Stealth Falcon (aka FruityArmor) is a cyber espionage group that has been targeting journalists, activists, and dissidents in the Middle East. They use spear-phishing lures to deliver custom implants capable of executing arbitrary commands. The group has been linked to Project Raven, a clandestine operation involving former U.S. intelligence operatives. They have exploited zero-day vulnerabilities in Windows and used a backdoor named Win32/StealthFalcon. Their latest addition is a backdoor called Deadglyph, which uses the Windows Registry to extract and load shellcode. The backdoor communicates with a command-and-control server and can execute various tasks, manage modules, and upload command outputs. Deadglyph employs counter-detection mechanisms and can uninstall itself to avoid detection.

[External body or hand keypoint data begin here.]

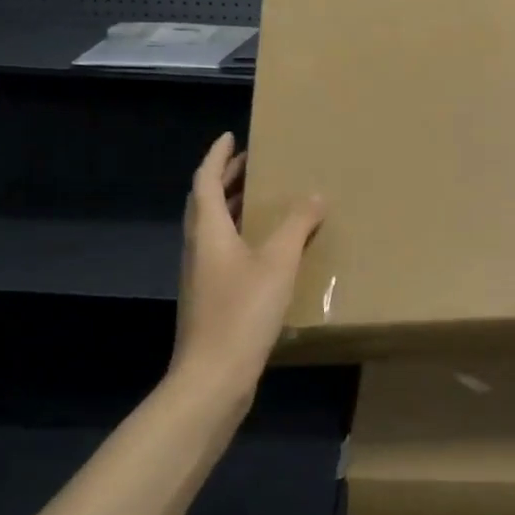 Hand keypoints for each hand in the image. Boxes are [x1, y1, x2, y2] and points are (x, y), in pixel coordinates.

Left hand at [172, 133, 324, 395]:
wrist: (213, 378)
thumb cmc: (242, 311)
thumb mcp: (278, 262)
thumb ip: (298, 225)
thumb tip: (315, 195)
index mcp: (208, 231)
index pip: (205, 180)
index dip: (217, 156)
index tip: (231, 136)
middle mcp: (198, 248)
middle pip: (205, 203)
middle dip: (226, 180)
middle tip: (253, 164)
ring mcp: (202, 276)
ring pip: (214, 229)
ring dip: (233, 208)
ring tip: (263, 199)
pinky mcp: (211, 299)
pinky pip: (224, 253)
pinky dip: (242, 237)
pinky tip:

- Stealth Falcon is a cyber espionage group targeting individuals in the Middle East.
- They use spear-phishing lures to deliver custom implants for executing commands.
- They have been linked to Project Raven, a covert operation involving former U.S. intelligence operatives.
- They have exploited zero-day vulnerabilities in Windows and used a backdoor named Win32/StealthFalcon.
- Their latest addition is a backdoor called Deadglyph, which uses the Windows Registry to extract and load shellcode.
- Deadglyph communicates with a command-and-control server and can execute tasks, manage modules, and upload command outputs.
- It employs counter-detection mechanisms and can uninstall itself to avoid detection.